Print out the records below with nothing altered.
┌──
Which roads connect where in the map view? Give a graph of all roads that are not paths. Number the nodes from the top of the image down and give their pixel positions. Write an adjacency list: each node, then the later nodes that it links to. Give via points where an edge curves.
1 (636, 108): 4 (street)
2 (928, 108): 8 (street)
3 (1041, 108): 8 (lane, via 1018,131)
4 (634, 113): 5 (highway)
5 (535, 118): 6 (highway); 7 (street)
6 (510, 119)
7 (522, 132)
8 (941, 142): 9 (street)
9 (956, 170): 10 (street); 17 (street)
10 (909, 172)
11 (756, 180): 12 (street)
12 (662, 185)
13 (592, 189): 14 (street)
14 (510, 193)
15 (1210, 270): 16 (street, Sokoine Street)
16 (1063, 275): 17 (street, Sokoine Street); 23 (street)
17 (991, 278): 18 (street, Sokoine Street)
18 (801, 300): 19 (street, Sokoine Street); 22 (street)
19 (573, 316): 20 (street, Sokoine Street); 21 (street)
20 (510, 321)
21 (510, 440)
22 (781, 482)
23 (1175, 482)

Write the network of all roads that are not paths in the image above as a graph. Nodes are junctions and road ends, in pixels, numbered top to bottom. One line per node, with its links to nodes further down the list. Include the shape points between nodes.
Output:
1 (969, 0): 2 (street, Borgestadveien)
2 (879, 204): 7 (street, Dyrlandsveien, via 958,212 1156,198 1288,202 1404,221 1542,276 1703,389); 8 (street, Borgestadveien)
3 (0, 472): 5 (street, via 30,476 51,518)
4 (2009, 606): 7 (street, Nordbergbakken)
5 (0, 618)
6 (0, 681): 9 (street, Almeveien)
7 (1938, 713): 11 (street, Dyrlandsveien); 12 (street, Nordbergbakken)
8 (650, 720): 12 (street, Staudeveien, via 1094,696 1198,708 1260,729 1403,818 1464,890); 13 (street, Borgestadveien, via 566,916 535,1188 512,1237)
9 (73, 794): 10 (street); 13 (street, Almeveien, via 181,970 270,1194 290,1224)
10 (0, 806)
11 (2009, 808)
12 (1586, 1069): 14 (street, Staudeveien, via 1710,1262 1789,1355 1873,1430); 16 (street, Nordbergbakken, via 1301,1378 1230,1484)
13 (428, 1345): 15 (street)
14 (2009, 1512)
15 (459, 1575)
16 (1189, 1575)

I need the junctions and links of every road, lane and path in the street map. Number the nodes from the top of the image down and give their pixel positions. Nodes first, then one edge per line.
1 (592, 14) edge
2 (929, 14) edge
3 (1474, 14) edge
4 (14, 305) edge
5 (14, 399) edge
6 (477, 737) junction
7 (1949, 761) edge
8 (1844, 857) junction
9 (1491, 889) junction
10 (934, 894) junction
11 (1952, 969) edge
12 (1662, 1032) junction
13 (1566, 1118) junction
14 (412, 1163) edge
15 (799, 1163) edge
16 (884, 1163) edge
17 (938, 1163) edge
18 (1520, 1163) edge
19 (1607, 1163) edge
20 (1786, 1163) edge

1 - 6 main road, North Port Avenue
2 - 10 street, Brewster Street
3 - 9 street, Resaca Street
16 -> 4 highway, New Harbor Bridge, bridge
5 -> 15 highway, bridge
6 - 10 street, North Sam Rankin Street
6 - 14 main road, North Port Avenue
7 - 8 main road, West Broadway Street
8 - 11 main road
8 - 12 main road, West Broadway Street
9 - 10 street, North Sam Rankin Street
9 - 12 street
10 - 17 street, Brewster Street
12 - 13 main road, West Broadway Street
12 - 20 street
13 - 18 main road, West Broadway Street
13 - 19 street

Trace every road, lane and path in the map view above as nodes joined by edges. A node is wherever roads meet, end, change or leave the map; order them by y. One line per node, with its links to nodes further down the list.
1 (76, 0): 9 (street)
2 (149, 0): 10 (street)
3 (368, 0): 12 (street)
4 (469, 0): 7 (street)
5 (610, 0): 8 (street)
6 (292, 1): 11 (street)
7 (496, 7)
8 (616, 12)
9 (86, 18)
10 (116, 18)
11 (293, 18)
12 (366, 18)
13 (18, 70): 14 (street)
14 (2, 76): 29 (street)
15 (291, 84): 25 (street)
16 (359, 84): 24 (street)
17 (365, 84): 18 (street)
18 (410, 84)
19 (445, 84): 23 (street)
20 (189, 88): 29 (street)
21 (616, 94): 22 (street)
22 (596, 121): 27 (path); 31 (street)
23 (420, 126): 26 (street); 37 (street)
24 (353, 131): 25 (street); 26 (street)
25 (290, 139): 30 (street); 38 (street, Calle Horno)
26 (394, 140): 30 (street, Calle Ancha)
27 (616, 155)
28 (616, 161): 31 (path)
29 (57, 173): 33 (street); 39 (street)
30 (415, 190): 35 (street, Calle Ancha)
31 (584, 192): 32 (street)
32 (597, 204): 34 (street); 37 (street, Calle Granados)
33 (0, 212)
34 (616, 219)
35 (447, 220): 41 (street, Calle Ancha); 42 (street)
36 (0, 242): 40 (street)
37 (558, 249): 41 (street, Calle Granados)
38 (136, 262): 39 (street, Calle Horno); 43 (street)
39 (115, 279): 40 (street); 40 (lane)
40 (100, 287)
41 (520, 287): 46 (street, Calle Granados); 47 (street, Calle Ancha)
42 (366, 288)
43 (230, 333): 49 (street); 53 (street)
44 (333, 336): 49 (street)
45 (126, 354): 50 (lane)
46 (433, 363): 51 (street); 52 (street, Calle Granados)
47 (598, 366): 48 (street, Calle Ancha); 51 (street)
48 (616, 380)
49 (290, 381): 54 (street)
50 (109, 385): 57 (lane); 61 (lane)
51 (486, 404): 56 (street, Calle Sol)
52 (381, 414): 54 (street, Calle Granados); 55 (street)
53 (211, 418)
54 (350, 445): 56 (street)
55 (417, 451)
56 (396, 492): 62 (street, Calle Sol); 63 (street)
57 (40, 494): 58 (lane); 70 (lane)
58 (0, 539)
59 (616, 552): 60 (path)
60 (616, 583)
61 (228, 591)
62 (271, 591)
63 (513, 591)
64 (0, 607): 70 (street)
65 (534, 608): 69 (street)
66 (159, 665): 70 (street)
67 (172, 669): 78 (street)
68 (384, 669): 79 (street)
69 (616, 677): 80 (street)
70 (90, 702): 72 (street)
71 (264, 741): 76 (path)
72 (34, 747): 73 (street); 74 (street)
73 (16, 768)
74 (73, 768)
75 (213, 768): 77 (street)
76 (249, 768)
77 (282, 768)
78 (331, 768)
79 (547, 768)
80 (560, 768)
└──
= Task answer =
Which roads connect where in the map view? Give a graph of all roads that are not paths. Number the nodes from the top of the image down and give their pixel positions. Write an adjacency list: each node, then the later nodes that it links to. Give via points where an edge curves.
1 (636, 108): 4 (street)
2 (928, 108): 8 (street)
3 (1041, 108): 8 (lane, via 1018,131)
4 (634, 113): 5 (highway)
5 (535, 118): 6 (highway); 7 (street)
6 (510, 119)
7 (522, 132)
8 (941, 142): 9 (street)
9 (956, 170): 10 (street); 17 (street)
10 (909, 172)
11 (756, 180): 12 (street)
12 (662, 185)
13 (592, 189): 14 (street)
14 (510, 193)
15 (1210, 270): 16 (street, Sokoine Street)
16 (1063, 275): 17 (street, Sokoine Street); 23 (street)
17 (991, 278): 18 (street, Sokoine Street)
18 (801, 300): 19 (street, Sokoine Street); 22 (street)
19 (573, 316): 20 (street, Sokoine Street); 21 (street)
20 (510, 321)
21 (510, 440)
22 (781, 482)
23 (1175, 482)

Write the network of all roads that are not paths in the image above as a graph. Nodes are junctions and road ends, in pixels, numbered top to bottom. One line per node, with its links to nodes further down the list. Include the shape points between nodes.
Output:
1 (969, 0): 2 (street, Borgestadveien)
2 (879, 204): 7 (street, Dyrlandsveien, via 958,212 1156,198 1288,202 1404,221 1542,276 1703,389); 8 (street, Borgestadveien)
3 (0, 472): 5 (street, via 30,476 51,518)
4 (2009, 606): 7 (street, Nordbergbakken)
5 (0, 618)
6 (0, 681): 9 (street, Almeveien)
7 (1938, 713): 11 (street, Dyrlandsveien); 12 (street, Nordbergbakken)
8 (650, 720): 12 (street, Staudeveien, via 1094,696 1198,708 1260,729 1403,818 1464,890); 13 (street, Borgestadveien, via 566,916 535,1188 512,1237)
9 (73, 794): 10 (street); 13 (street, Almeveien, via 181,970 270,1194 290,1224)
10 (0, 806)
11 (2009, 808)
12 (1586, 1069): 14 (street, Staudeveien, via 1710,1262 1789,1355 1873,1430); 16 (street, Nordbergbakken, via 1301,1378 1230,1484)
13 (428, 1345): 15 (street)
14 (2009, 1512)
15 (459, 1575)
16 (1189, 1575)

I need the junctions and links of every road, lane and path in the street map. Number the nodes from the top of the image down and give their pixel positions. Nodes first, then one edge per line.
1 (592, 14) edge
2 (929, 14) edge
3 (1474, 14) edge
4 (14, 305) edge
5 (14, 399) edge
6 (477, 737) junction
7 (1949, 761) edge
8 (1844, 857) junction
9 (1491, 889) junction
10 (934, 894) junction
11 (1952, 969) edge
12 (1662, 1032) junction
13 (1566, 1118) junction
14 (412, 1163) edge
15 (799, 1163) edge
16 (884, 1163) edge
17 (938, 1163) edge
18 (1520, 1163) edge
19 (1607, 1163) edge
20 (1786, 1163) edge

1 - 6 main road, North Port Avenue
2 - 10 street, Brewster Street
3 - 9 street, Resaca Street
16 -> 4 highway, New Harbor Bridge, bridge
5 -> 15 highway, bridge
6 - 10 street, North Sam Rankin Street
6 - 14 main road, North Port Avenue
7 - 8 main road, West Broadway Street
8 - 11 main road
8 - 12 main road, West Broadway Street
9 - 10 street, North Sam Rankin Street
9 - 12 street
10 - 17 street, Brewster Street
12 - 13 main road, West Broadway Street
12 - 20 street
13 - 18 main road, West Broadway Street
13 - 19 street

Trace every road, lane and path in the map view above as nodes joined by edges. A node is wherever roads meet, end, change or leave the map; order them by y. One line per node, with its links to nodes further down the list.
1 (76, 0): 9 (street)
2 (149, 0): 10 (street)
3 (368, 0): 12 (street)
4 (469, 0): 7 (street)
5 (610, 0): 8 (street)
6 (292, 1): 11 (street)
7 (496, 7)
8 (616, 12)
9 (86, 18)
10 (116, 18)
11 (293, 18)
12 (366, 18)
13 (18, 70): 14 (street)
14 (2, 76): 29 (street)
15 (291, 84): 25 (street)
16 (359, 84): 24 (street)
17 (365, 84): 18 (street)
18 (410, 84)
19 (445, 84): 23 (street)
20 (189, 88): 29 (street)
21 (616, 94): 22 (street)
22 (596, 121): 27 (path); 31 (street)
23 (420, 126): 26 (street); 37 (street)
24 (353, 131): 25 (street); 26 (street)
25 (290, 139): 30 (street); 38 (street, Calle Horno)
26 (394, 140): 30 (street, Calle Ancha)
27 (616, 155)
28 (616, 161): 31 (path)
29 (57, 173): 33 (street); 39 (street)
30 (415, 190): 35 (street, Calle Ancha)
31 (584, 192): 32 (street)
32 (597, 204): 34 (street); 37 (street, Calle Granados)
33 (0, 212)
34 (616, 219)
35 (447, 220): 41 (street, Calle Ancha); 42 (street)
36 (0, 242): 40 (street)
37 (558, 249): 41 (street, Calle Granados)
38 (136, 262): 39 (street, Calle Horno); 43 (street)
39 (115, 279): 40 (street); 40 (lane)
40 (100, 287)
41 (520, 287): 46 (street, Calle Granados); 47 (street, Calle Ancha)
42 (366, 288)
43 (230, 333): 49 (street); 53 (street)
44 (333, 336): 49 (street)
45 (126, 354): 50 (lane)
46 (433, 363): 51 (street); 52 (street, Calle Granados)
47 (598, 366): 48 (street, Calle Ancha); 51 (street)
48 (616, 380)
49 (290, 381): 54 (street)
50 (109, 385): 57 (lane); 61 (lane)
51 (486, 404): 56 (street, Calle Sol)
52 (381, 414): 54 (street, Calle Granados); 55 (street)
53 (211, 418)
54 (350, 445): 56 (street)
55 (417, 451)
56 (396, 492): 62 (street, Calle Sol); 63 (street)
57 (40, 494): 58 (lane); 70 (lane)
58 (0, 539)
59 (616, 552): 60 (path)
60 (616, 583)
61 (228, 591)
62 (271, 591)
63 (513, 591)
64 (0, 607): 70 (street)
65 (534, 608): 69 (street)
66 (159, 665): 70 (street)
67 (172, 669): 78 (street)
68 (384, 669): 79 (street)
69 (616, 677): 80 (street)
70 (90, 702): 72 (street)
71 (264, 741): 76 (path)
72 (34, 747): 73 (street); 74 (street)
73 (16, 768)
74 (73, 768)
75 (213, 768): 77 (street)
76 (249, 768)
77 (282, 768)
78 (331, 768)
79 (547, 768)
80 (560, 768)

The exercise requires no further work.